Ouardia fait partie de la centaine de personnes que Lynda aide pour des démarches auprès de Pôle emploi, de la Caf, de la sécurité sociale, pour un titre de séjour ou encore une demande de logement social. Après son arrivée en France en 2009, Lynda a fait un peu d’animation au Centre socio-culturel local. Grâce au projet « Territoires zéro chômeur », elle a créé cette activité d’aide administrative et est désormais en CDI. « J’ai changé de voiture, elle est un peu plus grande, dit-elle simplement. Je suis fière de ce que je fais. J’ai l’impression d’être vraiment utile. J’aide aussi les gens à avoir un peu de sérénité, pour qu’ils ne restent pas seuls. »

Lancé en 2017 par l’association ATD Quart-Monde, Territoires zéro chômeur veut inverser la logique habituelle : partir des compétences des demandeurs d’emplois pour créer les activités qui leur correspondent, tout en bénéficiant d’un statut de salarié (lire nos premiers articles ici et là) Dans le bureau de la cellule emploi, Lynda finit son entretien avec Ouardia. « C’est son sourire qui m’attire, souligne cette dernière. J’ai envie de venir la voir. Mon mari est là depuis 30 ans, mais il ne parle pas un mot de français. »
« Nous avons péché dans l’intégration »

A Colombelles, l’un des dix territoires en France expérimentant le dispositif, le projet a été propulsé en un an. 48 ex-chômeurs de longue durée sont désormais embauchés. Ils devraient être 70 à la fin de l’année. Réfection de logement, maraîchage, jardins partagés, animation et événementiel, transport solidaire, soutien administratif et santé… Les activités sont lancées tout azimut avec un double objectif : éradiquer le chômage de longue durée et générer un travail « socialement utile » et de qualité. « Notre but est de faire coïncider les rêves et les capacités des gens avec l’utilité pour le territoire », rappelle Annie Berger, la présidente de l’association Atipic qui porte le projet à Colombelles. L’association a créé une entreprise spécifique qui salarie les personnes qui développent leur propre activité ou rejoignent l’une des activités déjà existantes, jusqu’à ce qu’elles soient en mesure de sortir du dispositif.

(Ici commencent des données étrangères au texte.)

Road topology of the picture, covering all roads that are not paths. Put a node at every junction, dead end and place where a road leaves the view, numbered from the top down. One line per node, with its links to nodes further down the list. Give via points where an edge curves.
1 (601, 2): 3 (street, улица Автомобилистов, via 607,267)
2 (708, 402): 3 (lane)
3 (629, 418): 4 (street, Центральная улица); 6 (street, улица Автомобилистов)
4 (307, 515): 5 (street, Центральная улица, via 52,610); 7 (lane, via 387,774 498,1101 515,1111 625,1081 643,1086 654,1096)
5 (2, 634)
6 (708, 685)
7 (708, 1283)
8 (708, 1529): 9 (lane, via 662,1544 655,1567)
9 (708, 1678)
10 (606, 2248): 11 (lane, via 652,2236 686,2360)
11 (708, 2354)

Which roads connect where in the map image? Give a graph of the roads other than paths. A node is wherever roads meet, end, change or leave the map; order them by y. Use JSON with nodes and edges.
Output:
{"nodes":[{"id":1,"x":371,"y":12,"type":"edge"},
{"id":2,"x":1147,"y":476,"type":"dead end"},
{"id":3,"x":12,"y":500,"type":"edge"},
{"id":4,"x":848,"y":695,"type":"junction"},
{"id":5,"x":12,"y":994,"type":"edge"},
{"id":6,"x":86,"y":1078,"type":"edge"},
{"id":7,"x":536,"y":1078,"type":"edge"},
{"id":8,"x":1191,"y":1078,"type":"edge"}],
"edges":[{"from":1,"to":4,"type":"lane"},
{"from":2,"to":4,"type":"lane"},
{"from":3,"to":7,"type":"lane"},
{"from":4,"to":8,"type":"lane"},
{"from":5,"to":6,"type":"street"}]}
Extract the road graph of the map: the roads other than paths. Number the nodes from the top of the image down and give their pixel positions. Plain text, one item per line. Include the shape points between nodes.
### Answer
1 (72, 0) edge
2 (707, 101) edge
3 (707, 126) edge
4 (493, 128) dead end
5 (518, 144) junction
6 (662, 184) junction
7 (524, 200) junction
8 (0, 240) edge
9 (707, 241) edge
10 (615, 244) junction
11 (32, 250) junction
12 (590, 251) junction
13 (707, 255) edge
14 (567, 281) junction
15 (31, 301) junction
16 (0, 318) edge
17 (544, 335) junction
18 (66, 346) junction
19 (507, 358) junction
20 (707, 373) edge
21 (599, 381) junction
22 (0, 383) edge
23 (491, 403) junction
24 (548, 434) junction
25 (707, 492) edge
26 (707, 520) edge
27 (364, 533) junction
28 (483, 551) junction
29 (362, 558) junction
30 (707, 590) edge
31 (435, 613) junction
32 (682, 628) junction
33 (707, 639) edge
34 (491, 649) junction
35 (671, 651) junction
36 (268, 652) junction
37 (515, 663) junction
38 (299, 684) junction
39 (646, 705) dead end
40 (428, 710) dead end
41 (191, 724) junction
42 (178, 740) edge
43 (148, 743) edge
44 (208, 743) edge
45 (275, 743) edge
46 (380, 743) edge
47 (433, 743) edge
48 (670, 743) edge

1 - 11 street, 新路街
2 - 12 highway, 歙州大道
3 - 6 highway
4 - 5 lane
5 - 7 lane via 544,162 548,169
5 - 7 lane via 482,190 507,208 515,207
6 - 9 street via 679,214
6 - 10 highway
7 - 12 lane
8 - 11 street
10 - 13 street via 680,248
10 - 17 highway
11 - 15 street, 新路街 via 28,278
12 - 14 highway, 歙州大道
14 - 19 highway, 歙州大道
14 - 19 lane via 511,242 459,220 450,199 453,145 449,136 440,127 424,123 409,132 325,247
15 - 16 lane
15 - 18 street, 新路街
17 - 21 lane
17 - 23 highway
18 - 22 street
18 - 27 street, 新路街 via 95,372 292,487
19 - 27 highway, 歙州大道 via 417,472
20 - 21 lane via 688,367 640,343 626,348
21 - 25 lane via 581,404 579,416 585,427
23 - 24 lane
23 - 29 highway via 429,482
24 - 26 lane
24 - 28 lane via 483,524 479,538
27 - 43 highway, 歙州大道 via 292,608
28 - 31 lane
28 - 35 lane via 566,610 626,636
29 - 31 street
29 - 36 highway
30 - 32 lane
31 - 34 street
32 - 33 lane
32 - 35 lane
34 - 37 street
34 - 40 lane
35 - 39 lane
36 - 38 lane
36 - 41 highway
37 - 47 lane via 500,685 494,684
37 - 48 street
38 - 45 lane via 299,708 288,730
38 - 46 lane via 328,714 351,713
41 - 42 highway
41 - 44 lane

Un an après la création de l’entreprise, les tensions et les difficultés se sont néanmoins accumulées. Ce jour-là, dans les bureaux devenus trop étroits pour tout le monde, l’ambiance n’est pas bonne. « Certains prennent Atipic pour une agence d’interim, sans tenter de comprendre le projet qu’il y a derrière », juge l’une des personnes salariées. « Pendant un moment, quand j’arrivais au travail, je me demandais ce qui allait se passer, j’avais la boule au ventre », relate une autre. « Certains demandeurs d’emploi ne veulent pas apprendre une nouvelle activité. Une personne nous a dit : j’ai été femme de ménage toute ma vie, je ne veux faire que ça. Or, comme cette activité est concurrentielle, on ne peut pas la proposer. [1] »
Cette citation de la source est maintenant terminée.